La planta trepadora que florece en pleno invierno y llena de color paredes y cercos cuando casi todas las plantas descansan

Esta planta trepadora destaca por florecer en invierno, soportar bajas temperaturas y aportar color al jardín cuando casi todas las demás especies descansan. Conocé cómo cuidarla para que crezca fuerte y saludable.

Por Redacción

Si buscás una planta trepadora para el invierno, el jazmín de invierno puede ser la mejor elección.

Mientras muchas plantas entran en reposo durante el invierno y los jardines pierden parte de su color, existe una trepadora que hace exactamente lo contrario. En los días más fríos del año despliega una abundante floración amarilla capaz de transformar cercos, muros y pérgolas en un verdadero punto de atracción.

Se trata del jazmín de invierno (Jasminum nudiflorum), una especie originaria de Asia que cada vez gana más espacio en jardines por su resistencia al frío, su bajo mantenimiento y su capacidad para florecer cuando la mayoría de las plantas todavía esperan la llegada de la primavera.

¿Qué tiene de especial el jazmín de invierno?


A diferencia de otros jazmines conocidos por su perfume, esta especie se destaca por una característica muy particular: sus flores aparecen antes que las hojas.

Durante el invierno, las ramas desnudas comienzan a cubrirse de pequeñas flores amarillas de seis pétalos que iluminan el jardín incluso en los días más grises. Esa floración puede extenderse durante varias semanas, dependiendo de las temperaturas.

Además, soporta muy bien las bajas temperaturas y las heladas moderadas, por lo que resulta una excelente alternativa para distintas regiones de Argentina.

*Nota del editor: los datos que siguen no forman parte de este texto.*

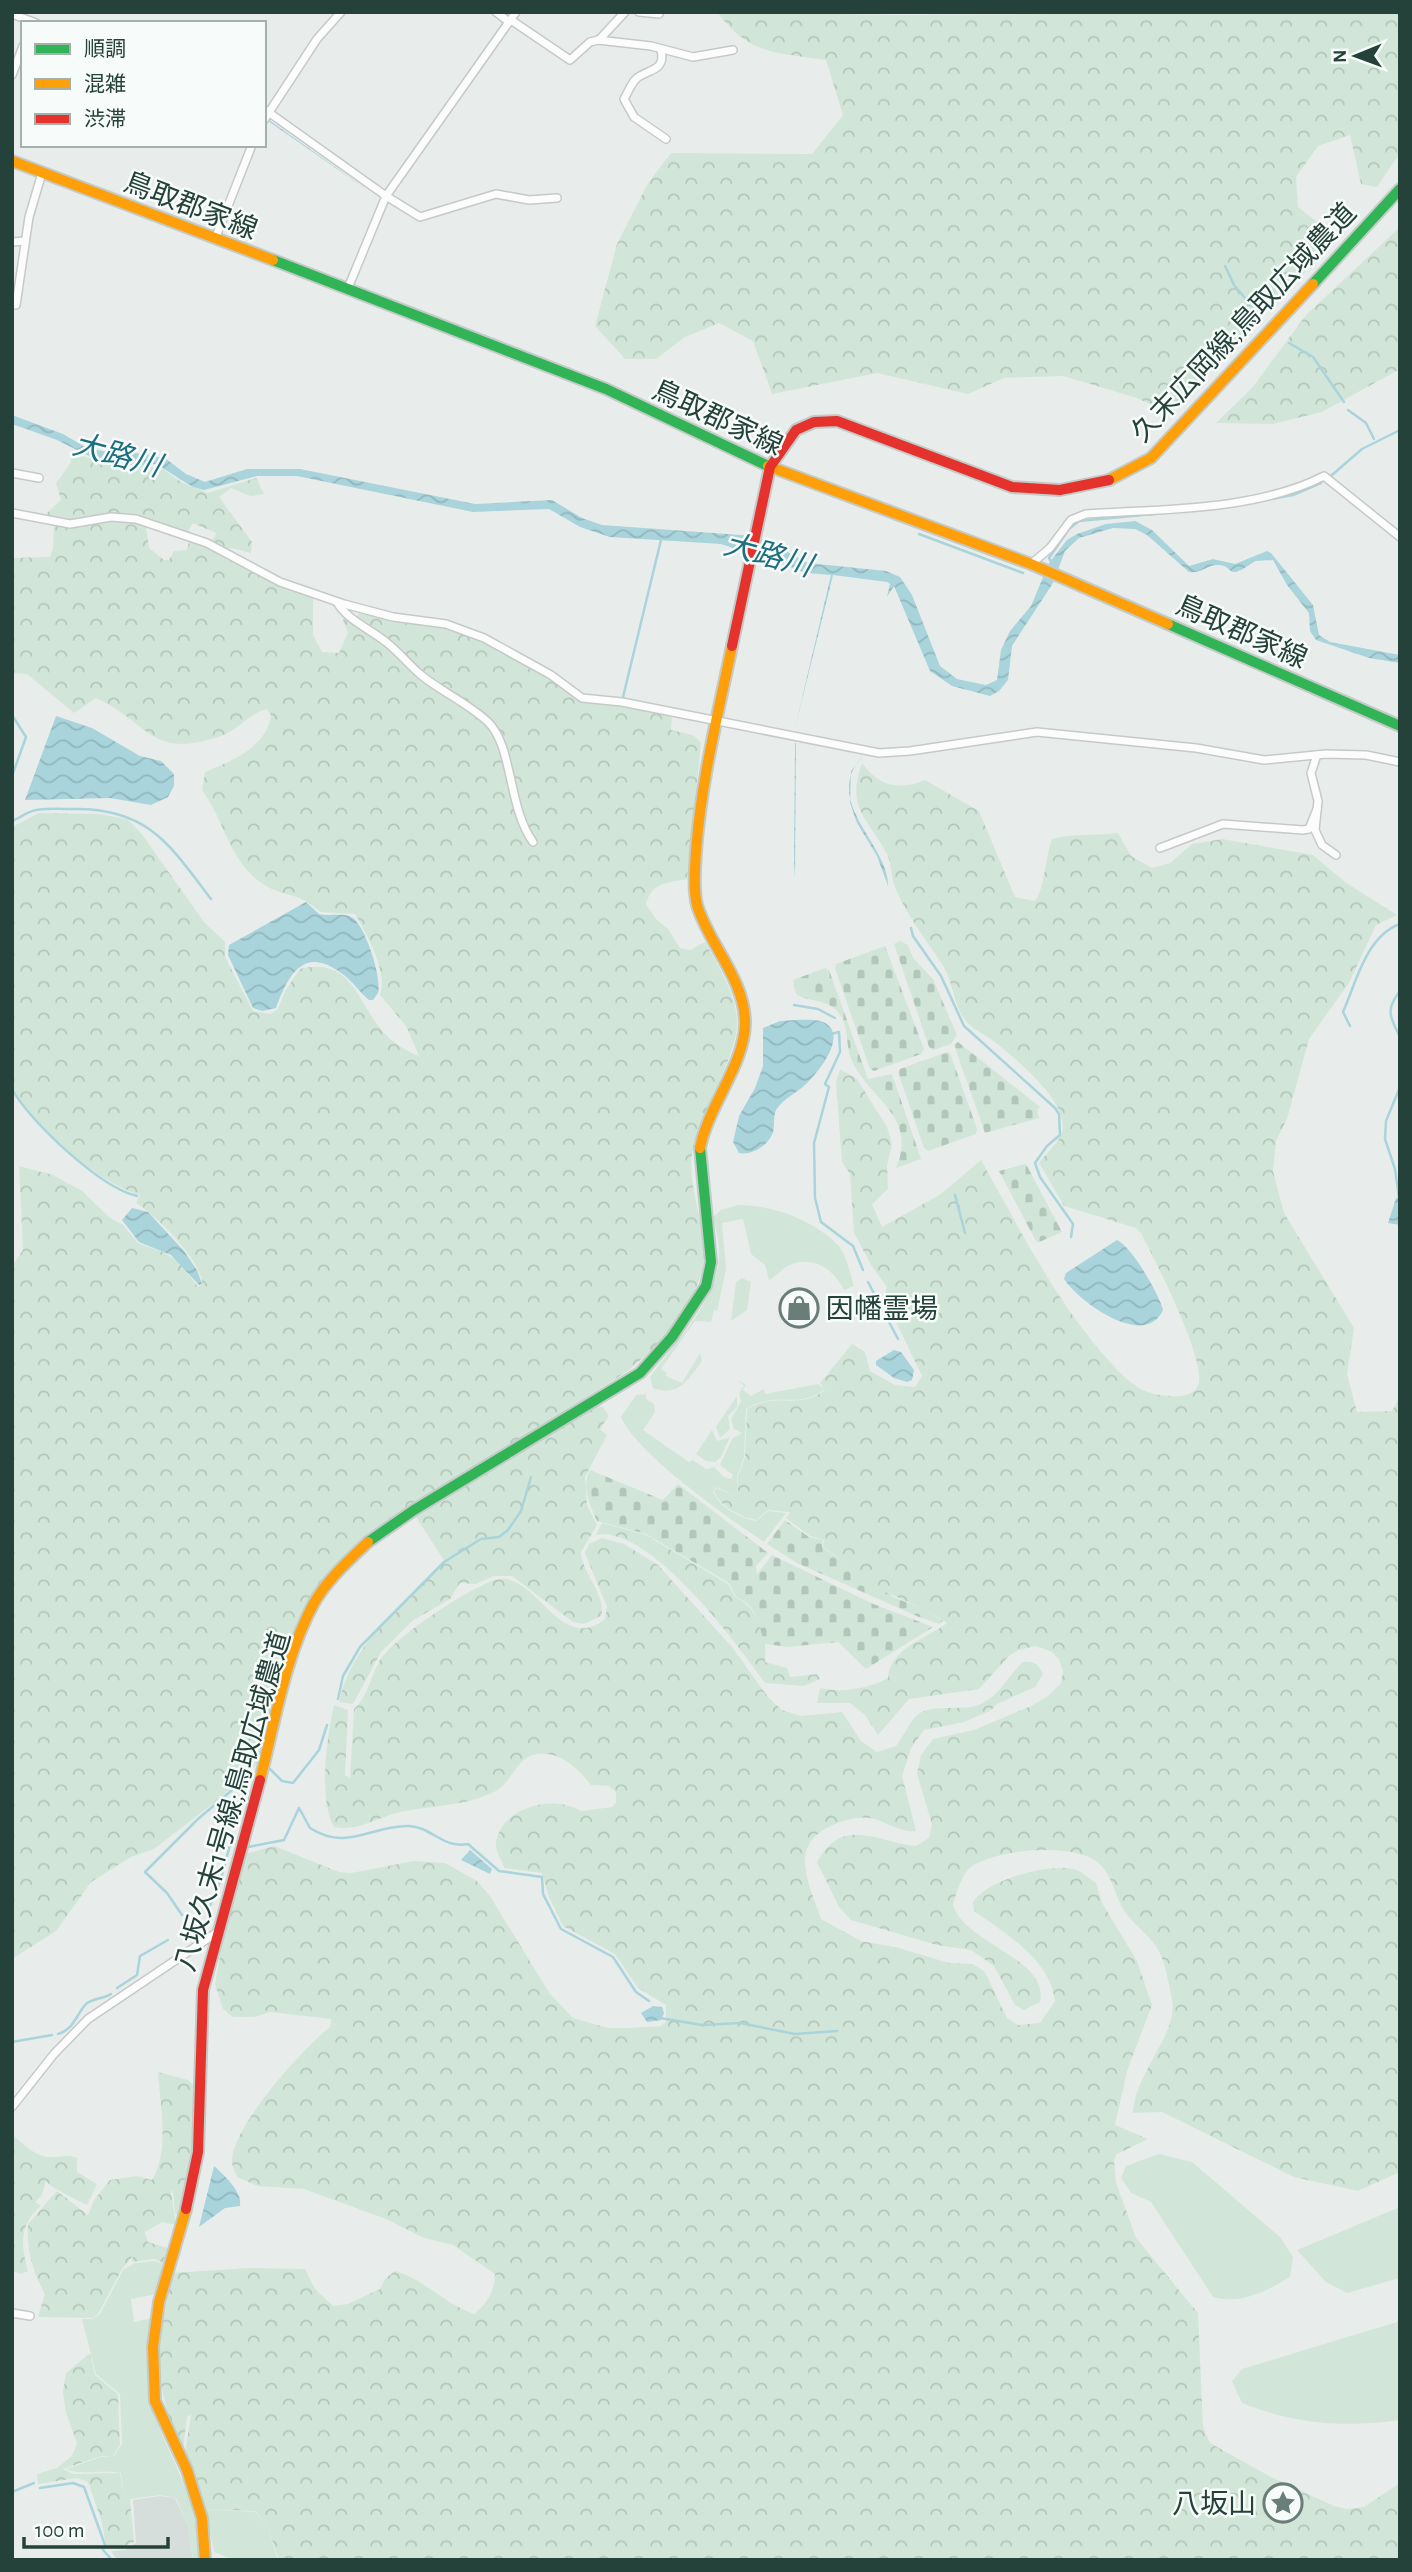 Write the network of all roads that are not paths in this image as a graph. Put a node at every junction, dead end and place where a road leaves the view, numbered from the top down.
1 (341, 12) edge
2 (496, 12) edge
3 (516, 12) edge
4 (625, 12) edge
5 (639, 12) edge
6 (12, 14) edge
7 (659, 14) edge
8 (30, 21) edge
9 (510, 21) junction
10 (600, 40) junction
11 (660, 50) junction
12 (733, 50) dead end
13 (21, 51) edge
14 (12, 75) edge
15 (267, 109) edge
16 (666, 139) dead end
17 (251, 147) edge
18 (12, 161) edge
19 (42, 173) junction
20 (1400, 189) edge
21 (386, 196) junction
22 (557, 198) dead end
23 (215, 239) junction
24 (25, 241) junction
25 (12, 242) edge
26 (348, 288) junction
27 (12, 304) edge
28 (770, 467) junction
29 (12, 473) edge
30 (39, 478) dead end
31 (12, 513) edge
32 (1400, 537) edge
33 (1031, 564) junction
34 (337, 601) junction
35 (714, 722) junction
36 (1400, 726) edge
37 (1317, 755) junction
38 (1400, 762) edge
39 (1317, 809) junction
40 (533, 842) dead end
41 (1160, 848) dead end
42 (1336, 855) dead end
43 (216, 1933) junction
44 (12, 2107) edge
45 (12, 2314) edge
46 (30, 2316) dead end
47 (205, 2560) edge

1 - 15 street
2 - 9 street
3 - 9 street
4 - 10 street
5 - 7 street
6 - 8 street
9 - 10 street
9 - 21 street
10 - 11 street
11 - 12 street
11 - 16 street
13 - 14 street
15 - 21 street
17 - 23 street
18 - 19 street, 鳥取郡家線
19 - 23 street, 鳥取郡家線
19 - 24 street
20 - 28 street, 久末広岡線;鳥取広域農道
21 - 22 street
21 - 26 street
23 - 26 street, 鳥取郡家線
24 - 25 street
24 - 27 street
26 - 28 street, 鳥取郡家線
28 - 33 street, 鳥取郡家線
28 - 35 street, 八坂久末1号線;鳥取広域農道
29 - 30 street
31 - 34 street
32 - 33 street
33 - 36 street, 鳥取郡家線
34 - 35 street
34 - 40 street
35 - 37 street
35 - 43 street, 八坂久末1号線;鳥取広域農道
37 - 38 street
37 - 39 street
39 - 41 street
39 - 42 street
43 - 44 street
43 - 47 street, 八坂久末1号線;鳥取広域農道
45 - 46 street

Ideal para cubrir paredes, cercos y pérgolas


Aunque suele llamarse trepadora, el jazmín de invierno necesita cierta ayuda para sujetarse. Sus ramas largas y flexibles pueden guiarse fácilmente sobre:

  • Cercos de alambre.
  • Muros.
  • Rejas.
  • Pérgolas.
  • Arcos de jardín.

También puede cultivarse como planta colgante, dejando que sus ramas caigan en forma de cascada desde una maceta elevada o un muro.

Los cuidados que necesita


Una de las grandes ventajas del jazmín de invierno es que no exige demasiada atención.

Para crecer sano conviene:

  • Ubicarlo en un lugar con varias horas de sol directo o semisombra.
  • Plantarlo en un suelo con buen drenaje.
  • Regar solo cuando el sustrato empiece a secarse, evitando el exceso de agua durante el invierno.
  • Incorporar compost o materia orgánica al comienzo de la primavera para favorecer el crecimiento.

Una vez establecido, se convierte en una planta muy resistente.

¿Cuándo hay que podarlo?


La poda debe realizarse una vez que termina la floración, ya que los botones florales del invierno siguiente se forman sobre los brotes nuevos.

Eliminar ramas viejas o desordenadas ayuda a mantener una planta compacta y favorece una floración todavía más abundante al año siguiente.

Cinco razones para elegir esta trepadora


  • Florece en pleno invierno, cuando pocas especies lo hacen.
  • Tolera bajas temperaturas y heladas moderadas.
  • Requiere poco mantenimiento.
  • Crece con rapidez y cubre paredes o cercos en pocos años.
  • Aporta color al jardín durante la época más fría del año.

Si el objetivo es tener un jardín atractivo durante los meses en que la mayoría de las plantas permanecen dormidas, el jazmín de invierno aparece como una de las mejores opciones. Su intensa floración amarilla demuestra que incluso en pleno invierno todavía hay espacio para el color y la vida en los espacios verdes.